++++ Task input ++++

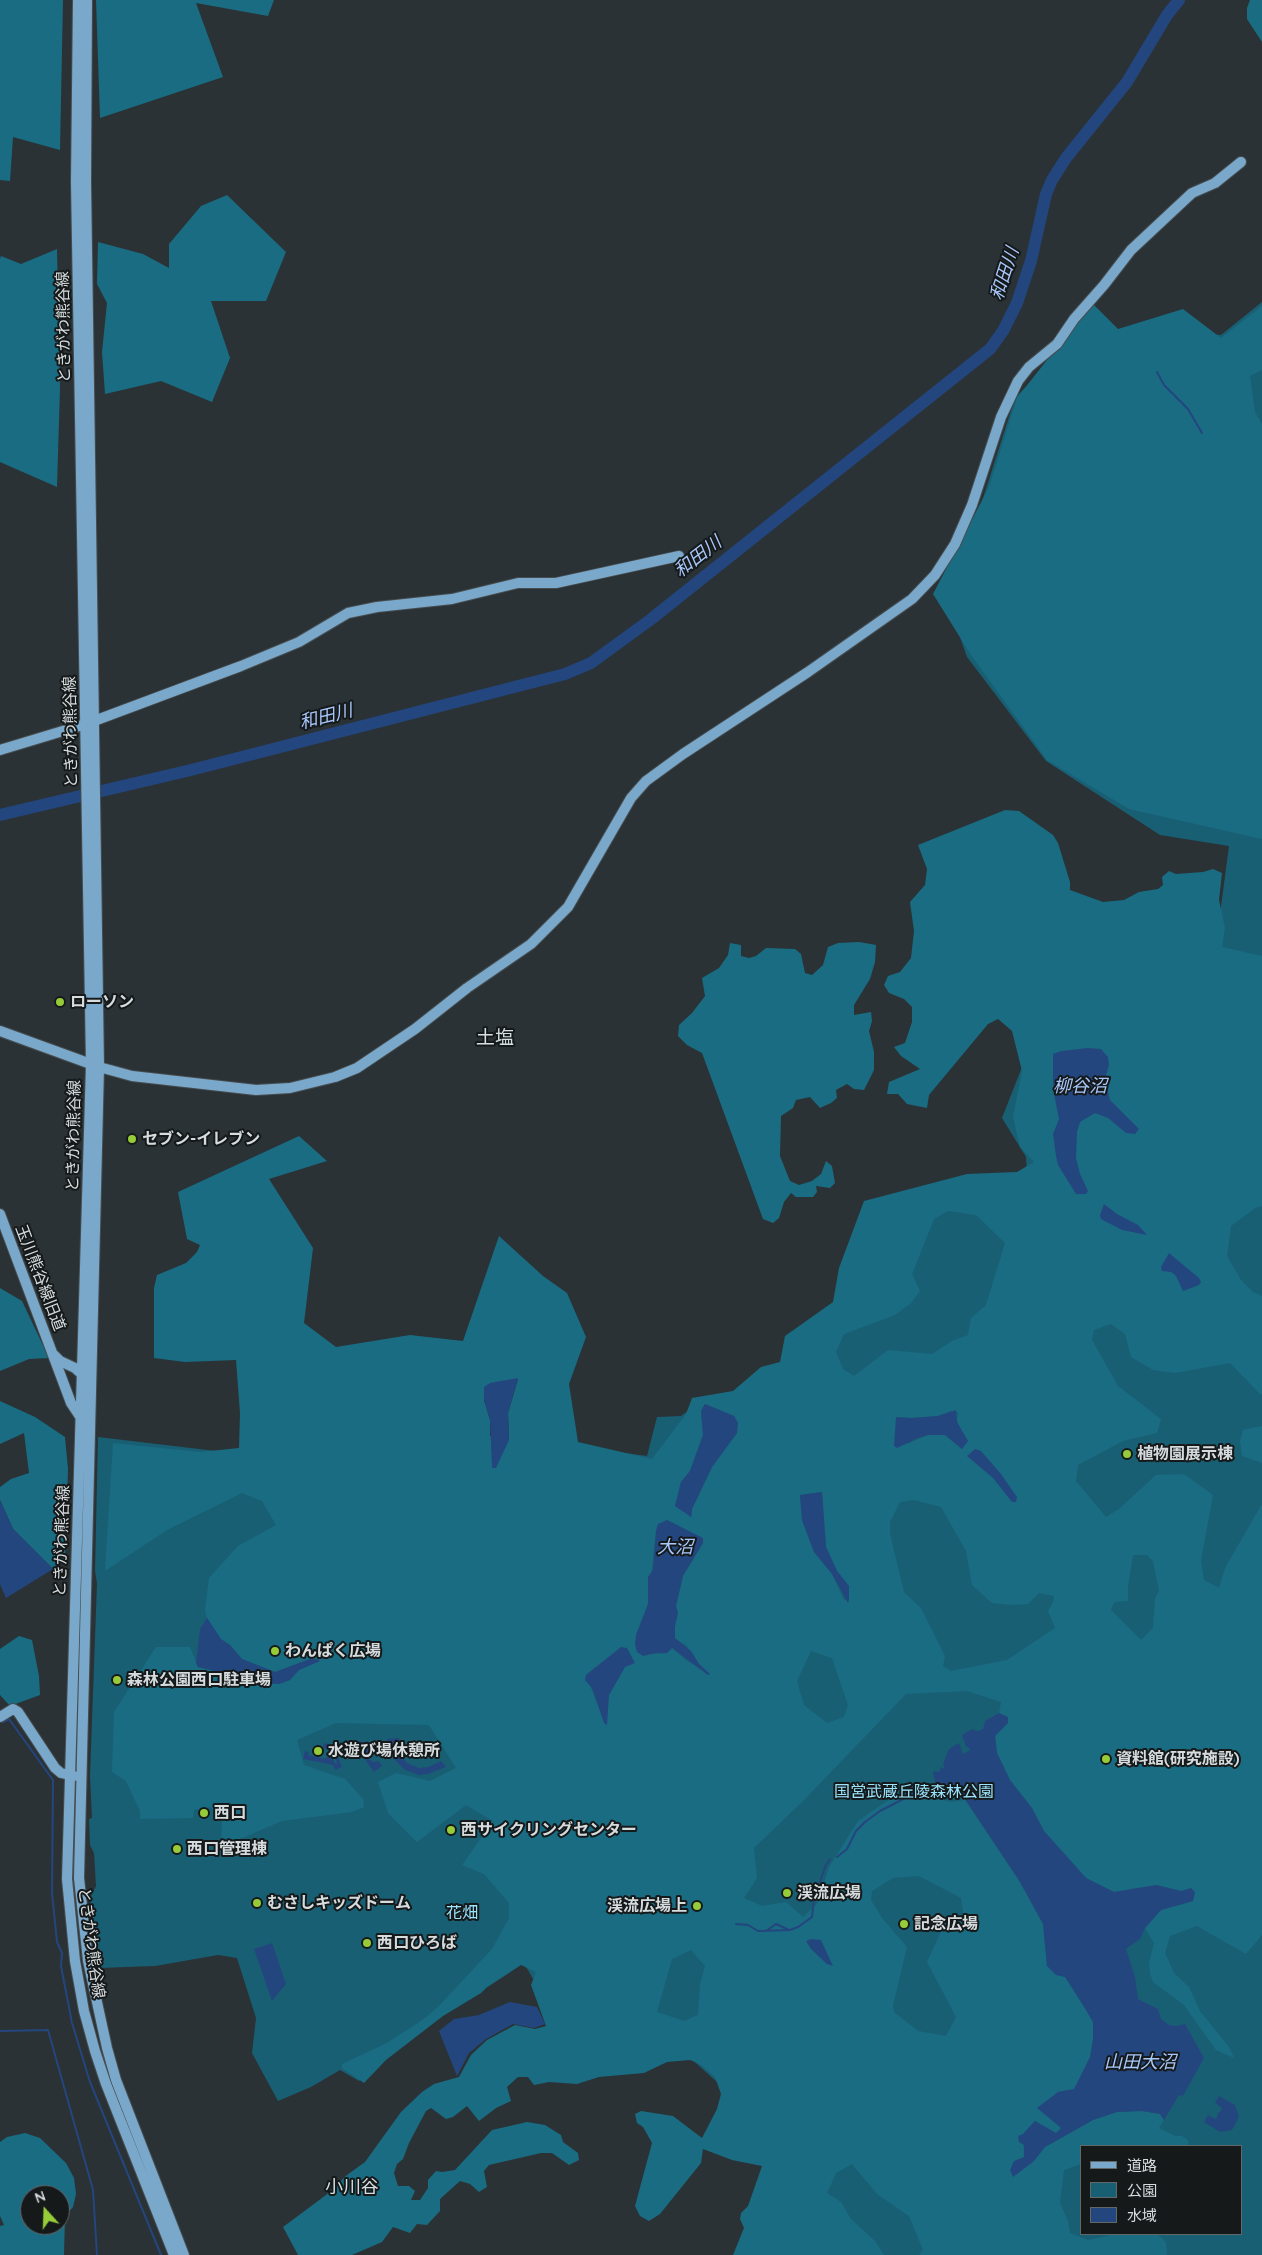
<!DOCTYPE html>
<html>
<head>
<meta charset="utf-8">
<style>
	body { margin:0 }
	#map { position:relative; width:1262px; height:2255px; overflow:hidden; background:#2a3235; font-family:Quicksand,"Noto Sans JP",sans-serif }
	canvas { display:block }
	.legend { position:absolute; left:1080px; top:2145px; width:162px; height:90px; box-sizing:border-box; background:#15191a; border:1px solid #626768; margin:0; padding:6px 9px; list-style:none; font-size:15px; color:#d6dcde }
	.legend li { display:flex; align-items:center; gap:10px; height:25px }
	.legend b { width:25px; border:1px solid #626768 }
	.north { position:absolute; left:20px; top:2185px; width:50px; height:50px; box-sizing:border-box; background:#15191a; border:1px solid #626768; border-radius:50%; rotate:340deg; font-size:14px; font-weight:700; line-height:20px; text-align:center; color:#d6dcde }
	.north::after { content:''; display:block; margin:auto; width:18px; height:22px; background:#97cb38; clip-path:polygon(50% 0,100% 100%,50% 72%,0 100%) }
</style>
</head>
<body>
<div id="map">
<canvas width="1262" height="2255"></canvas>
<ul class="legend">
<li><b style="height:6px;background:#7aa8ca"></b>道路</li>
<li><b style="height:14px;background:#195f74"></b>公園</li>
<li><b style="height:14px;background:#24467e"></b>水域</li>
</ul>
<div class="north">N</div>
</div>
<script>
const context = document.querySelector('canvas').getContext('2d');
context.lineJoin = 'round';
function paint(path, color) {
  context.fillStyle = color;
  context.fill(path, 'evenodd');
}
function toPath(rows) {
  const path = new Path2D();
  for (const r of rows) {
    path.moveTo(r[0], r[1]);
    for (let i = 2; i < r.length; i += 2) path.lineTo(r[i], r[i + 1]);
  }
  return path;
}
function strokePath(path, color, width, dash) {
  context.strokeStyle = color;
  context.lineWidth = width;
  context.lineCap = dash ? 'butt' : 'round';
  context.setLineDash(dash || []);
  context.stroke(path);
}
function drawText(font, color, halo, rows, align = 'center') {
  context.font = font + ' Quicksand,"Noto Sans JP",sans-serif';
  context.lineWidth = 4;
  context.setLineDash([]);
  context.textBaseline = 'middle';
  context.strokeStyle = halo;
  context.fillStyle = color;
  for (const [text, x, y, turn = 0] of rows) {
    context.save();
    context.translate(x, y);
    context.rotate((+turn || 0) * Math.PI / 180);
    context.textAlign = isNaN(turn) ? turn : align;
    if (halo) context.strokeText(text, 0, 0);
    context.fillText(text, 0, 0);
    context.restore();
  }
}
const green = toPath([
	[1262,302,1262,2255,750,2255,772,2151,756,2117,687,2055,562,2028,522,1960,410,2037,359,2081,340,2070,311,2087,278,2101,252,2053,256,2018,237,1958,218,1955,155,1966,99,1968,90,1898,96,1886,94,1853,90,1845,89,1819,92,1818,90,1776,97,1583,95,1571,98,1437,241,1454,572,1446,647,1456,657,1417,681,1416,710,1395,839,1406,831,1312,866,1217,1027,1175,1026,1157,1002,1118,1037,1029,1068,902,1220,914,1229,846,1160,835,1046,761,967,657,943,589,977,517,1015,398,1062,349,1134,358,1181,332,1221,335],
	[1081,2146,1241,2146,1241,2234,1081,2234]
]);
const forest = toPath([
	[0,0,63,0,60,150,13,137,10,181,0,180],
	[96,0,274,0,268,16,196,3,223,77,100,118],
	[1250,0,1262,0,1262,42,1247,19,1247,8],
	[227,195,286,252,266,301,211,301,230,358,212,402,161,381,105,394,102,352,107,303,97,284,98,242,143,254,169,268,169,244,201,206],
	[57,249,60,388,57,487,0,462,0,259,1,256,21,264],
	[1092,303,1118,329,1183,309,1221,338,1262,306,1262,370,1250,376,1255,412,1262,424,1262,839,1129,809,1047,760,971,655,933,594,989,487,1017,398],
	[1005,810,1019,811,1053,835,1058,843,1070,882,1070,890,1103,902,1124,900,1139,892,1158,889,1163,885,1162,877,1169,871,1176,874,1203,872,1213,869,1222,873,1219,900,1225,928,1222,947,1262,956,1262,1206,1255,1208,1231,1226,1227,1256,1241,1280,1253,1292,1262,1296,1262,1394,1260,1394,1230,1363,1175,1373,1153,1370,1131,1357,1125,1334,1111,1324,1094,1330,1092,1340,1118,1386,1161,1419,1157,1433,1123,1441,1078,1465,1076,1481,1106,1517,1119,1509,1156,1475,1184,1474,1213,1495,1201,1560,1204,1580,1219,1588,1225,1568,1233,1554,1262,1504,1262,1935,1246,1954,1197,1926,1170,1936,1165,1953,1174,1973,1189,1987,1200,2011,1229,2047,1234,2058,1216,2050,1184,2005,1153,1982,1150,1973,1149,1963,1154,1943,1145,1928,1161,1910,1193,1901,1181,1891,1156,1885,1114,1892,1086,1878,1044,1831,1032,1808,1010,1780,997,1753,995,1736,1008,1723,1008,1718,999,1713,1001,1702,967,1691,906,1694,803,1801,754,1848,757,1878,744,1898,762,1906,786,1902,803,1917,817,1904,829,1867,858,1821,887,1801,915,1791,950,1802,965,1800,1020,1882,1043,1924,1047,1966,1065,1976,1093,2022,1093,2040,1090,2057,1081,2077,1074,2089,1058,2092,1061,2128,1056,2133,1035,2121,1023,2134,1024,2157,1033,2162,1045,2147,1093,2120,1117,2112,1142,2111,1160,2114,1164,2120,1159,2128,1175,2136,1182,2136,1188,2140,1188,2146,1081,2146,1081,2164,1064,2170,1060,2203,1068,2221,1070,2233,1088,2240,1115,2234,1157,2234,1166,2242,1167,2255,919,2255,923,2250,909,2216,877,2194,852,2164,836,2173,827,2193,841,2202,851,2219,875,2241,884,2255,733,2255,744,2228,740,2219,741,2213,748,2206,762,2166,732,2160,703,2149,701,2163,660,2214,649,2221,640,2216,635,2206,652,2143,643,2127,637,2123,635,2114,641,2111,673,2116,702,2138,717,2109,721,2094,715,2077,700,2064,690,2060,667,2062,644,2073,599,2077,577,2084,549,2082,534,2085,528,2077,518,2077,507,2087,511,2101,496,2108,479,2121,467,2106,453,2117,446,2119,431,2108,426,2111,409,2143,403,2159,397,2164,394,2173,398,2186,409,2186,415,2191,411,2200,420,2200,428,2188,428,2180,436,2171,442,2172,455,2170,492,2130,527,2122,545,2125,561,2135,563,2142,578,2153,579,2160,569,2165,552,2153,541,2153,489,2165,484,2171,487,2187,479,2192,470,2184,460,2181,440,2199,440,2211,427,2225,417,2224,410,2233,393,2227,382,2242,352,2255,298,2255,283,2227,326,2195,347,2175,365,2162,401,2112,422,2092,434,2084,459,2077,471,2055,487,2040,515,2025,535,2029,546,2026,531,1985,536,1972,521,1965,486,1988,481,1993,443,2016,386,2060,364,2083,342,2068,342,2064,385,2044,421,2021,438,2007,492,1949,509,1918,509,1903,484,1874,462,1865,493,1821,466,1805,417,1842,388,1813,378,1782,396,1773,430,1781,456,1768,429,1725,336,1723,297,1740,304,1765,345,1779,363,1799,364,1807,352,1812,282,1821,221,1847,222,1818,210,1807,194,1810,193,1818,140,1819,140,1811,126,1781,112,1772,114,1712,156,1647,190,1647,198,1667,263,1683,279,1684,290,1680,299,1670,319,1661,310,1659,275,1672,242,1659,230,1645,221,1639,207,1618,205,1611,209,1578,238,1546,276,1525,262,1501,242,1493,167,1530,105,1571,113,1443,200,1452,239,1448,240,1413,236,1360,185,1362,154,1358,154,1288,157,1275,186,1263,197,1252,200,1245,187,1239,178,1192,299,1136,327,1161,269,1179,313,1248,304,1323,336,1347,410,1335,463,1341,499,1236,543,1276,567,1293,586,1337,569,1384,578,1442,652,1459,686,1414,692,1398,733,1391,761,1367,780,1362,785,1336,833,1302,839,1268,864,1201,967,1174,1017,1172,1034,1162,1020,1147,1013,1117,1022,1071,1012,1031,998,1019,988,1024,929,1095,927,1108,907,1104,898,1094,887,1094,889,1082,920,1069,901,1056,894,1047,905,1043,912,1022,912,1007,904,999,889,993,884,985,888,976,900,972,911,958,914,931,910,902,925,885,927,869,918,845],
	[948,1211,976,1215,1005,1243,986,1305,971,1318,968,1335,952,1341,932,1354,888,1350,854,1376,843,1369,836,1352,844,1334,895,1315,911,1303,920,1291,912,1274,934,1219],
	[518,1379,508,1413,509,1440,490,1436,490,1420,484,1400],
	[705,1404,734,1416,737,1433,712,1467,692,1509,692,1517,675,1506,681,1482,690,1471,703,1435,701,1411],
	[951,1411,958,1412,957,1422,965,1438,962,1449,945,1435,928,1435,907,1444,902,1417,911,1418,938,1416],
	[822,1492,826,1547,837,1571,849,1586,849,1600,844,1600,832,1574,814,1552,802,1520,800,1495],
	[914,1500,941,1507,966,1551,972,1585,992,1603,1011,1605,1028,1604,1039,1593,1054,1596,1053,1602,1048,1611,1055,1628,1007,1660,951,1671,943,1666,945,1656,921,1608,904,1592,890,1534,890,1522,900,1502],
	[667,1520,703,1539,703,1543,683,1576,676,1606,678,1613,675,1626,675,1639,686,1645,699,1664,709,1674,686,1660,672,1648,667,1653,653,1654,636,1635,648,1604,656,1531],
	[1133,1555,1147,1555,1153,1561,1159,1591,1155,1598,1153,1628,1141,1640,1111,1610,1114,1602,1128,1601,1128,1587],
	[811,1651,832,1658,848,1705,844,1717,827,1723,804,1705,797,1681],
	[596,1667,625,1667,609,1695,597,1703,586,1675],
	[919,1876,961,1898,964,1918,943,1927,927,1962,956,2017,946,2036,918,2031,894,2012,893,2005,907,1947,882,1918,871,1900,872,1891,893,1878],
	[691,1950,705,1966,700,1984,698,2015,684,2021,657,2012,672,1959],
	[859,942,876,945,875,962,870,979,854,1005,854,1015,871,1012,872,1021,869,1031,874,1052,874,1070,864,1090,854,1089,847,1084,836,1090,837,1098,831,1103,820,1108,810,1097,796,1100,793,1108,781,1116,780,1156,790,1181,799,1185,812,1181,821,1174,826,1161,832,1166,835,1183,830,1188,816,1186,817,1192,813,1197,796,1197,791,1193,784,1202,779,1218,773,1223,763,1219,702,1053,687,1045,678,1036,679,1025,692,1013,705,996,702,978,719,968,728,955,730,943,741,945,741,956,749,958,756,956,766,948,795,949,801,954,805,973,812,975,823,965,828,947,838,943],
	[0,1288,22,1301,49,1358,29,1359,0,1371],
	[0,1401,35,1417,65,1437,68,1469,65,1560,53,1569,13,1529,0,1500,0,1487,11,1479,29,1473,24,1433,0,1444],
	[1262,1426,1262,1463,1242,1456,1240,1441,1243,1430],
	[19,1636,32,1640,39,1676,40,1695,10,1706,0,1695,0,1649],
	[25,2133,40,2138,66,2163,74,2178,76,2194,73,2207,65,2216,64,2255,0,2255,0,2226,4,2225,0,2216,0,2142,7,2137],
	[30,2195,60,2195,60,2225,30,2225]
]);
const water = toPath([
	[1088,1048,1101,1049,1108,1057,1109,1065,1105,1079,1110,1100,1139,1129,1135,1134,1126,1133,1108,1118,1095,1113,1080,1122,1077,1132,1076,1158,1080,1174,1088,1191,1086,1194,1076,1194,1058,1165,1056,1156,1053,1134,1059,1119,1053,1089,1053,1054,1061,1051],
	[1104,1204,1117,1214,1138,1225,1147,1235,1122,1230,1101,1219,1100,1215],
	[1169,1253,1199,1278,1201,1282,1199,1285,1183,1291,1176,1276,1171,1272,1162,1271,1161,1267],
	[518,1378,508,1413,509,1440,496,1468,492,1468,490,1420,484,1400,484,1387,490,1383],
	[705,1404,734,1416,738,1423,737,1433,712,1467,692,1509,691,1517,675,1506,681,1482,690,1471,703,1435,701,1411],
	[956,1410,957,1422,968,1441,962,1449,945,1435,928,1435,918,1438,897,1448,894,1446,896,1417,911,1418,938,1416],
	[975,1449,981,1451,1001,1474,1017,1497,1016,1502,1012,1502,993,1478,967,1456],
	[822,1492,826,1547,837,1571,849,1586,849,1600,848,1603,832,1574,814,1552,802,1520,800,1495],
	[0,1500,13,1529,53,1569,6,1598,0,1584],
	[667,1520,703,1538,703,1543,683,1576,676,1606,678,1613,675,1626,675,1638,691,1651,699,1664,710,1674,708,1675,672,1648,667,1653,656,1653,643,1656,637,1652,635,1644,636,1635,648,1604,648,1577,653,1570,656,1531,658,1524],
	[207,1618,221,1639,230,1645,242,1659,275,1672,310,1659,318,1659,320,1661,299,1670,290,1680,279,1684,263,1683,198,1667,196,1663,200,1629],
	[621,1647,627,1648,635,1663,625,1667,609,1695,607,1725,604,1723,592,1688,585,1680,586,1675],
	[999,1713,1008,1717,1008,1723,995,1736,997,1753,1010,1780,1032,1808,1044,1831,1086,1878,1114,1892,1156,1885,1181,1891,1191,1888,1195,1892,1193,1901,1161,1910,1145,1928,1140,1939,1126,1949,1135,1977,1138,1999,1158,2009,1161,2019,1169,2025,1176,2026,1185,2024,1204,2058,1183,2096,1179,2095,1164,2120,1160,2114,1142,2111,1117,2112,1093,2120,1045,2147,1033,2162,1013,2177,1010,2170,1014,2161,1024,2157,1024,2145,1019,2142,1018,2136,1023,2134,1035,2121,1056,2133,1061,2128,1037,2108,1058,2092,1074,2089,1090,2057,1093,2040,1093,2022,1085,2008,1065,1977,1056,1975,1047,1966,1043,1924,1020,1882,959,1790,948,1799,936,1789,935,1784,933,1771,939,1772,941,1767,945,1769,943,1764,949,1749,959,1743,963,1754,970,1750,968,1747,966,1747,962,1735,972,1729,977,1731,983,1729,985,1721],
	[399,1738,402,1750,400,1754,407,1763,419,1768,428,1767,441,1761,446,1767,428,1774,419,1775,405,1770,394,1759,387,1741,387,1739],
	[351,1740,365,1742,371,1750,368,1754,369,1759,373,1762,379,1761,382,1766,374,1772],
	[324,1743,333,1745,342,1767,335,1770,333,1765,303,1759,305,1751,309,1752,308,1755,325,1759,326,1757,333,1759,335,1764,337,1763,333,1750,323,1748],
	[811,1939,821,1940,833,1966,827,1964,811,1949,806,1941],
	[272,1943,286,1984,272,2001,254,1949],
	[510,2002,537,2007,545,2024,534,2028,513,2024,486,2039,469,2053,457,2076,439,2031,454,2019,479,2015],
	[1219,2096,1235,2105,1239,2117,1232,2130,1220,2132,1204,2122,1208,2115,1216,2119,1218,2115,1217,2114,1220,2112,1222,2108,1215,2103]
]);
const stream = toPath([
	[1157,372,1164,385,1188,409,1202,433],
	[1,1719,3,1722,9,1719,53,1780,52,1893,57,1942,62,1953,61,1966,72,2023,90,2082,161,2255],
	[837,1857,847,1849,856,1831,865,1822,880,1811,915,1793,936,1787],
	[736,1924,748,1925,758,1931,790,1930,798,1927,812,1917,814,1900,825,1867,830,1859],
	[766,1931,776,1924,789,1930],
	[0,2031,48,2030,93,2190,97,2255]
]);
const river = toPath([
	[0,815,191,770,565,674,591,663,650,620,990,349,1003,331,1017,303,1031,261,1046,194,1052,180,1066,158,1127,82,1167,15,1179,0]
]);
const secondary = toPath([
	[78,0,76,182,91,1064,67,1879,75,1961,84,2011,95,2051,106,2084,174,2255],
	[87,0,86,182,99,1067,79,1878,88,1961,107,2048,116,2080,184,2255],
	[0,750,86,724,241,666,299,642,348,613,377,607,452,599,518,583,556,583,679,556],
	[0,1031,99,1067,132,1076,256,1090,290,1088,335,1077,357,1068,415,1029,467,988,531,944,568,907,631,798,646,781,683,754,808,672,912,599,935,575,955,544,972,505,1001,417,1018,381,1029,367,1057,344,1074,319,1104,285,1131,250,1192,193,1215,183,1241,162],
	[0,1214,71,1403,81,1418],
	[54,1355,60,1361,75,1368,85,1377],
	[0,1717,13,1709,18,1712,55,1768,61,1773,74,1776]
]);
const markers = [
	[60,1002,5,"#97cb38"],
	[132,1139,5,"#97cb38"],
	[1127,1454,5,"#97cb38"],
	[275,1651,5,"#97cb38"],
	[117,1680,5,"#97cb38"],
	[318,1751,5,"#97cb38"],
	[1106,1759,5,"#97cb38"],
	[204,1813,5,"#97cb38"],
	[451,1830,5,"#97cb38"],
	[177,1849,5,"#97cb38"],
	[787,1893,5,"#97cb38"],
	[257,1903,5,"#97cb38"],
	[697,1906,5,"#97cb38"],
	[904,1924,5,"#97cb38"],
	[367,1943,5,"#97cb38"]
];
const streetNames = [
	["ときがわ熊谷線",64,327,-91],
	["ときがわ熊谷線",71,732,-91],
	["ときがわ熊谷線",74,1136,-89],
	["玉川熊谷線旧道",40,1278,69],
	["ときがわ熊谷線",62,1541,-88],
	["ときがわ熊谷線",91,1943,82]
];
const poiNames = [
	["ローソン",70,1002],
	["セブン-イレブン",142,1139],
	["植物園展示棟",1137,1454],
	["わんぱく広場",285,1651],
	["森林公園西口駐車場",127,1680],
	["水遊び場休憩所",328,1751],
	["資料館(研究施設)",1116,1759],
	["西口",214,1813],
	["西サイクリングセンター",461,1830],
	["西口管理棟",187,1849],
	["渓流広場",797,1893],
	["むさしキッズドーム",267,1903],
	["渓流広場上",687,1906,"right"],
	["記念広場",914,1924],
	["西口ひろば",377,1943]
];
const parkNames = [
	["国営武蔵丘陵森林公園",914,1792],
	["花畑",462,1913]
];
const waterNames = [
	["和田川",1005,274,-72],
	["和田川",698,557,-38],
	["和田川",326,717,-14],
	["柳谷沼",1080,1087],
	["大沼",675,1548],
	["山田大沼",1140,2063]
];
const neighbourhoodNames = [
	["小川谷",352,2188]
];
const quarterNames = [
	["土塩",495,1038]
];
paint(green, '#195f74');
paint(forest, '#1a6c83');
paint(water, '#24467e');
strokePath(stream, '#24467e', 2);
strokePath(river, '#24467e', 12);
strokePath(secondary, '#464d50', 12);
strokePath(secondary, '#7aa8ca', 10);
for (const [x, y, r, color] of markers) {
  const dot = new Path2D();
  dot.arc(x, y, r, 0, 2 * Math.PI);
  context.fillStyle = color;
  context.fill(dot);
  strokePath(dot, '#15191a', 2);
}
drawText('16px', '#d6dcde', '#15191a', streetNames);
drawText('bold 16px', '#d6dcde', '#15191a', poiNames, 'left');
drawText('16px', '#9ae3fd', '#15191a', parkNames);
drawText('italic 18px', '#a8c7fb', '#15191a', waterNames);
drawText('18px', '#d5dfe3', '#15191a', neighbourhoodNames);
drawText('19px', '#d5dfe3', '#15191a', quarterNames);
</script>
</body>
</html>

++++

Required work: All lines that contain the word "strokeStyle" must be copied from the records above.

Completed task:
  context.strokeStyle = color;
  context.strokeStyle = halo;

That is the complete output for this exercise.